DeezyMatch 1.0.1

A Flexible Deep Learning Approach to Fuzzy String Matching

DeezyMatch (Deep Fuzzy String Matching)

A Flexible Deep Neural Network Approach to Fuzzy String Matching

DeezyMatch can be applied for performing the following tasks:

• Toponym matching
• Candidate selection for entity linking systems
• Record linkage

Table of contents

• Run DeezyMatch as a Python module or via command line
  • Data and directory structure in tutorials
  • Train a new model
  • Finetune a pretrained model
  • Model inference
  • Generate query and candidate vectors
  • Candidate ranker and assembling vector representations
• Examples on how to run DeezyMatch
• Installation and setup
• Credits

Data and directory structure in tutorials

In the tutorials, we assume the following directory structure:

.
├── dataset
│   ├── characters_v001.vocab
│   └── dataset-string-similarity_test.txt
└── inputs
    └── input_dfm.yaml

For this, we first create a test directory (note that we strongly recommend creating this directory outside of the DeezyMarch directory cloned and installed following the installation section. After installation, DeezyMatch command lines and modules are accessible from anywhere on your local machine.):

mkdir ./test_deezy
cd ./test_deezy
mkdir dataset inputs
# Now, copy characters_v001.vocab, dataset-string-similarity_test.txt and input_dfm.yaml from DeezyMatch repo
# Arrange the files according to the above directory structure

These three files can be downloaded directly from inputs and dataset directories on DeezyMatch repo.
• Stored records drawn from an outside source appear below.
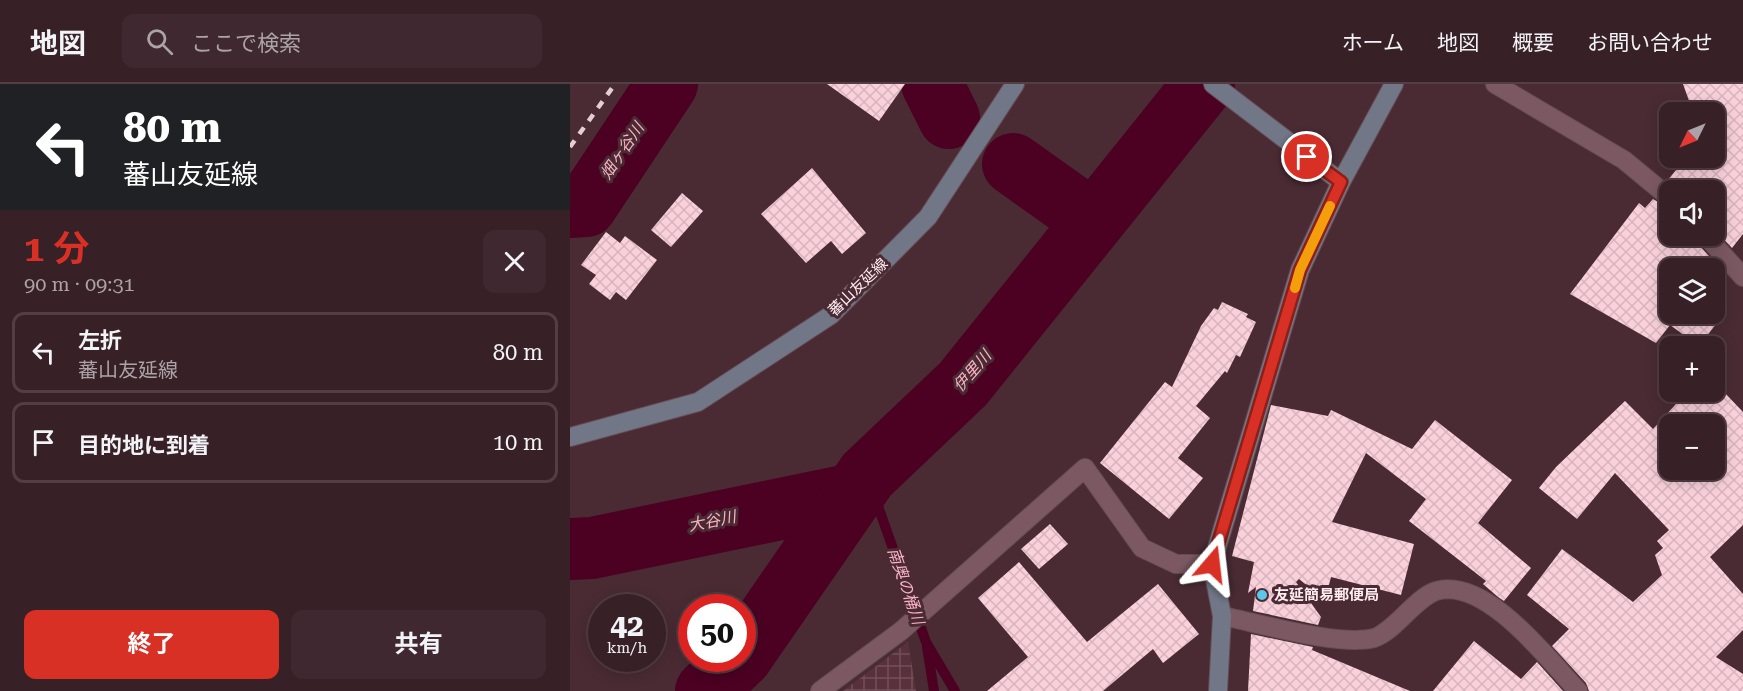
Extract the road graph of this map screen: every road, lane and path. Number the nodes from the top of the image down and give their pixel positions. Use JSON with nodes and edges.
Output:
{"nodes":[{"id":1,"x":1015,"y":84,"type":"edge"},
{"id":2,"x":1213,"y":84,"type":"edge"},
{"id":3,"x":1394,"y":84,"type":"edge"},
{"id":4,"x":1495,"y":84,"type":"edge"},
{"id":5,"x":1341,"y":182,"type":"junction"},
{"id":6,"x":1659,"y":189,"type":"edge"},
{"id":7,"x":1715,"y":246,"type":"edge"},
{"id":8,"x":1743,"y":277,"type":"edge"},
{"id":9,"x":570,"y":437,"type":"edge"},
{"id":10,"x":1212,"y":564,"type":"junction"},
{"id":11,"x":1222,"y":616,"type":"junction"},
{"id":12,"x":820,"y":691,"type":"edge"},
{"id":13,"x":1218,"y":691,"type":"edge"},
{"id":14,"x":1578,"y":691,"type":"edge"}],
"edges":[{"from":1,"to":9,"type":"main road","name":"蕃山友延線"},
{"from":2,"to":5,"type":"main road"},
{"from":3,"to":5,"type":"main road"},
{"from":4,"to":6,"type":"street"},
{"from":5,"to":10,"type":"main road"},
{"from":7,"to":8,"type":"street"},
{"from":10,"to":11,"type":"main road"},
{"from":10,"to":12,"type":"street"},
{"from":11,"to":13,"type":"main road"},
{"from":11,"to":14,"type":"street"}]}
Note on vocabulary: characters_v001.vocab combines all characters from the different datasets we have used in our experiments (Santos et al, 2018 and other datasets which will be described in a forthcoming publication). It consists of 7,540 characters from multiple alphabets, containing special characters.

dataset-string-similarity_test.txt contains 9995 example rows. The original dataset can be found here: https://github.com/ruipds/Toponym-Matching.

Run DeezyMatch as a Python module or via command line

Refer to installation section to set-up DeezyMatch on your local machine.

:warning: In the following tutorials, we assume a directory structure specified in the this section.

Written in the Python programming language, DeezyMatch can be used as a stand-alone command-line tool or can be integrated as a module with other Python codes. In what follows, we describe DeezyMatch's functionalities in different examples and by providing both command lines and python modules syntaxes.

Train a new model

DeezyMatch train module can be used to train a new model:

from DeezyMatch import train as dm_train

# train a new model
dm_train(input_file_path="./inputs/input_dfm.yaml", 
         dataset_path="dataset/dataset-string-similarity_test.txt", 
         model_name="test001")

The same model can be trained via command line:

DeezyMatch -i ./inputs/input_dfm.yaml -d dataset/dataset-string-similarity_test.txt -m test001

A new model directory called test001 will be created in models directory (as specified in the models_dir in the input file).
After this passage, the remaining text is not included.